There’s a bit of contrast here thanks to the fuzziness of the guitar clashing with the crisp piano component at just the right time coming into the first half of the track, and personally, I think it adds a wonderful sense of dexterity to “Alice” that we might not have noticed without its pronounced inclusion. Drury knows how to get something out of even the more conflictive parts a boldly composed piece of music can test a performer with, and he doesn’t let his skills go unutilized in the creation of this single’s most profound junctures at all.

This harmony is largely what makes the lyrics feel and sound humanized despite the grandiosity of the delivery Drury grants them, but it’s not the only angle from which he’s expressing something in “Alice.” Quite frankly, I don’t know that I could find a single aspect of the composition here that isn’t being made to offer us something communicative and relating to a larger narrative being set forth by the verses. Words are one thing, but with the kind of magic pushing their sentimentality in this track, they feel so much greater and more impactful than they would have in another project helmed by a different creative personality.
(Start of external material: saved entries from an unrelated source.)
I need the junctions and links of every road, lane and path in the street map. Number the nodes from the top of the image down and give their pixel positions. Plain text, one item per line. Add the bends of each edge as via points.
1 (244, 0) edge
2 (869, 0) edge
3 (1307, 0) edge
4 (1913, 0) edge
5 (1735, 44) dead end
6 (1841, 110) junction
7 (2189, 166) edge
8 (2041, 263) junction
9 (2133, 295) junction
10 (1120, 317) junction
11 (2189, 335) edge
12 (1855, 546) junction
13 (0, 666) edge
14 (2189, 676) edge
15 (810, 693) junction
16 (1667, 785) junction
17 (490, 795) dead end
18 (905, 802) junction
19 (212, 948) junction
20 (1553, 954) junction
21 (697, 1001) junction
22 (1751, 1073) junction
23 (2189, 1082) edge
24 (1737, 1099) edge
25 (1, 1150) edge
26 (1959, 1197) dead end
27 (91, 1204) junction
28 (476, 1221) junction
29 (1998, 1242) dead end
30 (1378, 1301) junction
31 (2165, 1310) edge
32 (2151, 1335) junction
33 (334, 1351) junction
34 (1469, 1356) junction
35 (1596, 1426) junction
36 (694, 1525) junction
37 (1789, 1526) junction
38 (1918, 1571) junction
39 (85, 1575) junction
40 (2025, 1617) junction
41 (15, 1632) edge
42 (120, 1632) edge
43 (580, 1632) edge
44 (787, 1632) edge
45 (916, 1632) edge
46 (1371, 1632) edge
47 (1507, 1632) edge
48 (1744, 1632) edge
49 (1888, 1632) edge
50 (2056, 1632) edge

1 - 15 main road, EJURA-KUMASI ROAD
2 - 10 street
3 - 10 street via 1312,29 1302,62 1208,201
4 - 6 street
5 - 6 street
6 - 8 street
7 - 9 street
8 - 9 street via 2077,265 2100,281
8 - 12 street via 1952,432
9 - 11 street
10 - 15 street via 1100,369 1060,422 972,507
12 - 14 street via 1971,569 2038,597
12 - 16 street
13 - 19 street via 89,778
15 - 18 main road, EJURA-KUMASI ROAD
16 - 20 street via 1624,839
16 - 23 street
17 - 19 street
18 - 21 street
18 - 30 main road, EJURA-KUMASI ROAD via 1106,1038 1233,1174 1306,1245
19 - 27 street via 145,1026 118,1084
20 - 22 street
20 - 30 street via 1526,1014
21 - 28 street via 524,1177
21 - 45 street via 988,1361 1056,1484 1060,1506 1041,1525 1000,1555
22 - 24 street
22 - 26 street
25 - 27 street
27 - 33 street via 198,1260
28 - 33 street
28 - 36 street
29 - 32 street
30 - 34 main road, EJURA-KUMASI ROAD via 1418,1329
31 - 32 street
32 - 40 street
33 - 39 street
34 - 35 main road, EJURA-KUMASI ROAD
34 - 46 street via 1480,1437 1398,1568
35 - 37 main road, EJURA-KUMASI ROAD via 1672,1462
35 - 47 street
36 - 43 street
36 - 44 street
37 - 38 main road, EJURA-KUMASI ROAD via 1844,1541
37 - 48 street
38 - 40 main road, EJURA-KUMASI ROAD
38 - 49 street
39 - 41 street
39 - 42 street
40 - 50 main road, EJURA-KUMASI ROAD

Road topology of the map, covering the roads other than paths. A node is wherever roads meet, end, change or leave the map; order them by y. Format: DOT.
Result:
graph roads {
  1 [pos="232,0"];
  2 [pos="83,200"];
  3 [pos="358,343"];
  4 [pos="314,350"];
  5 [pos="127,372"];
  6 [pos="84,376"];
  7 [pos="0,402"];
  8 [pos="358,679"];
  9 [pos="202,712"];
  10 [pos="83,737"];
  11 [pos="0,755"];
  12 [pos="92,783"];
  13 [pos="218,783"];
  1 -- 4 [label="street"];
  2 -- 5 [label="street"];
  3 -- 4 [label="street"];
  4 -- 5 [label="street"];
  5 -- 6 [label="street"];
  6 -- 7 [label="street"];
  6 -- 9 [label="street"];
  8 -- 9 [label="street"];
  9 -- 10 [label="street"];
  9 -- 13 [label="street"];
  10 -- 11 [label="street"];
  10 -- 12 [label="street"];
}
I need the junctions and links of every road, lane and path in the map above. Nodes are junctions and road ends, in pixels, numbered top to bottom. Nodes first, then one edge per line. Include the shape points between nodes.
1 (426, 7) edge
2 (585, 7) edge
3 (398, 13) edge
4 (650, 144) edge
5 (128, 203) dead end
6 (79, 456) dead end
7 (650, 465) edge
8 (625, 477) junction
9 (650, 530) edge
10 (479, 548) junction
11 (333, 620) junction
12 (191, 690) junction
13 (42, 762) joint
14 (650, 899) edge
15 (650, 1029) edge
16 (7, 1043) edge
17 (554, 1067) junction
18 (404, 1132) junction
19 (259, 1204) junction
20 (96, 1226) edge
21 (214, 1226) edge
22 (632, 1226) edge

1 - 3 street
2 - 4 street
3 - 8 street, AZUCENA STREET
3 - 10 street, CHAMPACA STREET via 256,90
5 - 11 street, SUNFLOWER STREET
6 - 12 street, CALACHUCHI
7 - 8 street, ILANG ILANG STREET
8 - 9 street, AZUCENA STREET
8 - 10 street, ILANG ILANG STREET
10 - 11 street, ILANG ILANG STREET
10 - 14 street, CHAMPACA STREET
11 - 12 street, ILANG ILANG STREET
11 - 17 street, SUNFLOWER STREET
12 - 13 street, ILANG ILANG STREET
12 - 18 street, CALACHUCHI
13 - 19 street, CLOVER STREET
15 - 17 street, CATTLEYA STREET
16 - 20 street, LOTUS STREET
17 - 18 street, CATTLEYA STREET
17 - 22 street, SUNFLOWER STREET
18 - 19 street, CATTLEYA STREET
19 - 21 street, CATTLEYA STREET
It’s rather easy to understand the excitement surrounding Trevor Drury’s music when taking just a cursory look at what he’s capable of in “Alice,” but I don’t think we’ve even seen the best of his talents put to use just yet. There’s still reason to believe that he’s holding a little back from us in the studio – perhaps something he can only expose in a live concert – but I would be lying if I said that I wasn’t looking forward to hearing him hash out every part of his sound through trial and error over the next decade. If it means more music like this for listeners like us, you can count me in.